Academic journal article European Journal of Sustainable Development

Fiscal Federalism and Economic Welfare in Nigeria: An Econometric Analysis

Article excerpt

(ProQuest: ... denotes formula omitted.)

1. Introduction

Federation implies the existence in one country of more than one level of government, each with different expenditure responsibilities and taxing powers (Ekpo, 2004). In the Nigeria context, this consists of a federal government, 36 states, federal capital territory and 774 local governments. The fiscal arrangement among the different tiers of government in a federal structure is often referred to as fiscal federalism.

Conceptually, fiscal operations of any economy can be viewed from two extreme forms of the public sector. On one hand, there exists a highly decentralized fiscal system in which the government at the centre has no economic functions. The other tiers of government perform virtually all economic functions. The other extreme is a case of total centralization where the central government takes total responsibility for all economic activities of the public sector and therefore no other tiers of government participate in the economic life of the nation. In practice, there exists some degree of decentralization in all economies (Ekpo, 1999).
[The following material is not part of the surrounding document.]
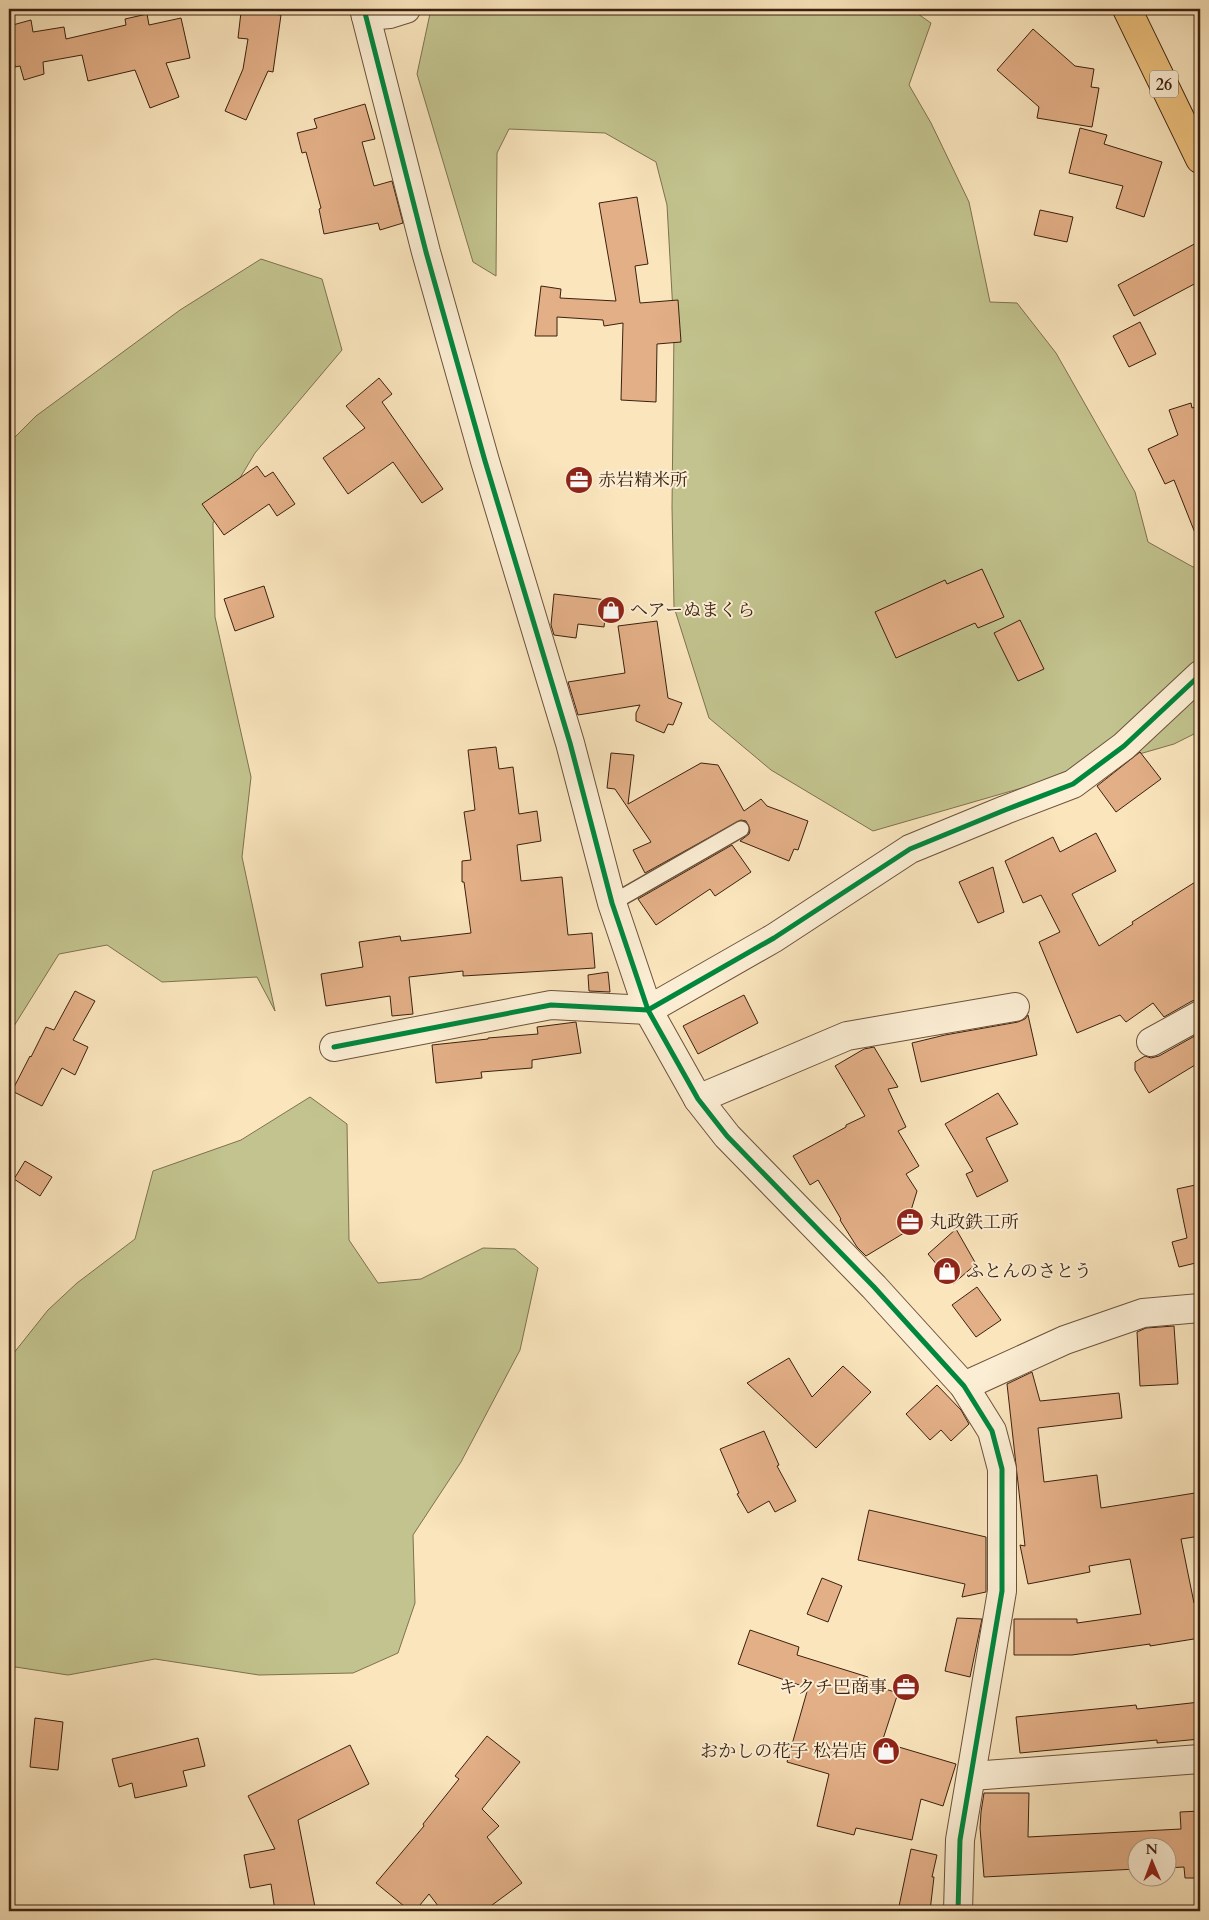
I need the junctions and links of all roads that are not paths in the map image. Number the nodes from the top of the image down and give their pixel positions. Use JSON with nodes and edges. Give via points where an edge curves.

Mowhood (1983) and Smith (1985) defined decentralization as any act by which central government formally cedes power to actors and institutions at lower levels in political administrative and territorial hierarchy. The objective as argued by Ribot (2002) includes downsizing central government by increasing local participation in democracy and strengthening local government.

The introduction of a democratic experiment in 1999 re-echoed the problems of intergovernmental fiscal arrangement among the different levels of government. The issues of revenue allocation and the sharing formula have generated such intense debate that led to the demand of a national conference. It was during this period that the 'resource control' phenomena rose to an unprecedented dimension such that the struggle for political power become the fight for resource control. Hence, the democratic experiment has created 'new' problems; the interference by the executive arm of government on the functions of the National Revenue Mobilization Allocation and Fiscal Commission (NRMAFC) on the appropriate revenue-sharing formula among the different levels of government, the debate regarding the correct interpretation of the section of the 1999 constitution affecting the derivation principle, among others have posed challenges for Nigeria's fiscal federalism (Onah and Ukwueze,nd). It is the thinking of most Nigerians that with fiscal decentralization, economic welfare of Nigerians will be automatic.

In view of the above, it is pertinent to ask some fundamental questions. Such questions include but not limited to:

What impact has fiscal federalism (fiscal decentralization) had on economic welfare of Nigerians?

Is there any difference between the impact of fiscal federalism on the economic welfare of Nigerians during military and civilian regimes?

Answers to the above questions will help to direct scholarly debate on relevance of fiscal federalism in Nigeria. Two hypotheses have been formulated to guide this study Viz:

Ho: There is no significant relationship between fiscal decentralization (proxied by the number of states, the number of local governments, expenditure concentration ratio; revenue concentration ratio; and fiscal autonomy ratio) and economic welfare proxied by per-capita income.

Ho: There is no significant difference between the impact of fiscal decentralization (proxied by the number of states, the number of local governments, expenditure concentration ratio; revenue concentration ratio; and fiscal autonomy ratio) and economic welfare during military rule and civilian rule.

While part one of these papers is on introduction, part two deals with literature review. Part three is research design, presentation and discussion of findings while the last part is, on conclusion and recommendations. …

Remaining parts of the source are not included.